Last year, when a charter school failed, the superintendent replaced it with the first New Orleans public school since 2017. The superintendent was fired, but that is what Mrs. Bigard said parents want. She said they desire that every time a charter school fails it is replaced by a more stable public school. Charter schools have become a revolving door with a couple schools going out of business every year.

In her 2018 book, “After the Education Wars,” Andrea Gabor reported that a third of New Orleans charter schools had been shuttered.

Senator Joseph Bouie Jr. equated the NOLA school system to the “Tuskegee syphilis experiment.” Professor Bouie, former administrator of Southern University at New Orleans, had good reason for this analogy. At Tuskegee University, black men with syphilis were given no treatment even after penicillin was shown to be effective. Dozens of men died and their wives, children and untold number of others were infected. NOLA black residents had their community schools taken away and replaced by privatized schools, often miles away. This “experiment” stole their rights and bestowed the public schools to private actors.

In 2021, Secretary of Education Miguel Cardona visited the Orleans Public School District. He heard first-hand the growing disillusionment with the all charter system. Four of the six parents told him they wanted to go back to neighborhood schools.
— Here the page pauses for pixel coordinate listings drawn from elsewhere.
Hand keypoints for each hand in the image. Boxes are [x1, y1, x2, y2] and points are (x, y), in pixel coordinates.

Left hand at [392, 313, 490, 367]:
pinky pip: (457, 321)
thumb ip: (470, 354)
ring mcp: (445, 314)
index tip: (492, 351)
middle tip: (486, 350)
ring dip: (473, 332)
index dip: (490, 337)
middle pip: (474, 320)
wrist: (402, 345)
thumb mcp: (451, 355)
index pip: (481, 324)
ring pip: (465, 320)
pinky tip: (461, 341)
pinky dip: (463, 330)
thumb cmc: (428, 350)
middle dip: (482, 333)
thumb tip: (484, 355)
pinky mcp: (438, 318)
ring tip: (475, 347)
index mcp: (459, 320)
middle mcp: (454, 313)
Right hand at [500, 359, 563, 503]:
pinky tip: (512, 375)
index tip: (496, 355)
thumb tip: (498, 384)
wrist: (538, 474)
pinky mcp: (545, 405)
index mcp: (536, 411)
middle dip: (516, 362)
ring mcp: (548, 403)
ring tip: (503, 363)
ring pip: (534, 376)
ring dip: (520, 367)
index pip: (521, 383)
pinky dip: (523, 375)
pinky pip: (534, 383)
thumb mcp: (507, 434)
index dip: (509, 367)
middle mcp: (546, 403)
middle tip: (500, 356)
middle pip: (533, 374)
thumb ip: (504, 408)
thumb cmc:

Parents complained about Teach for America placing unqualified teachers in schools and the One App process for not offering school choice where they lived.

Raynard Sanders who has over forty years of experience in teaching, education administration and community development, said the charter experiment has “been a total disaster in every area.” He asserted NOLA had “the worst test scores since 2006, the lowest ACT scores, and the lowest NAEP (National Assessment of Educational Progress) scores.”

In a letter to the editor, former OPSD superintendent, Barbara Ferguson, stated:

“The state took over 107 of New Orleans’ 120 public schools and turned them into charter schools. Last year, 56 of New Orleans’ 68 public schools had scores below the state average. Thus, after nearly 20 years, over 80% of New Orleans schools remain below the state average. This charter school experiment has been a failure.”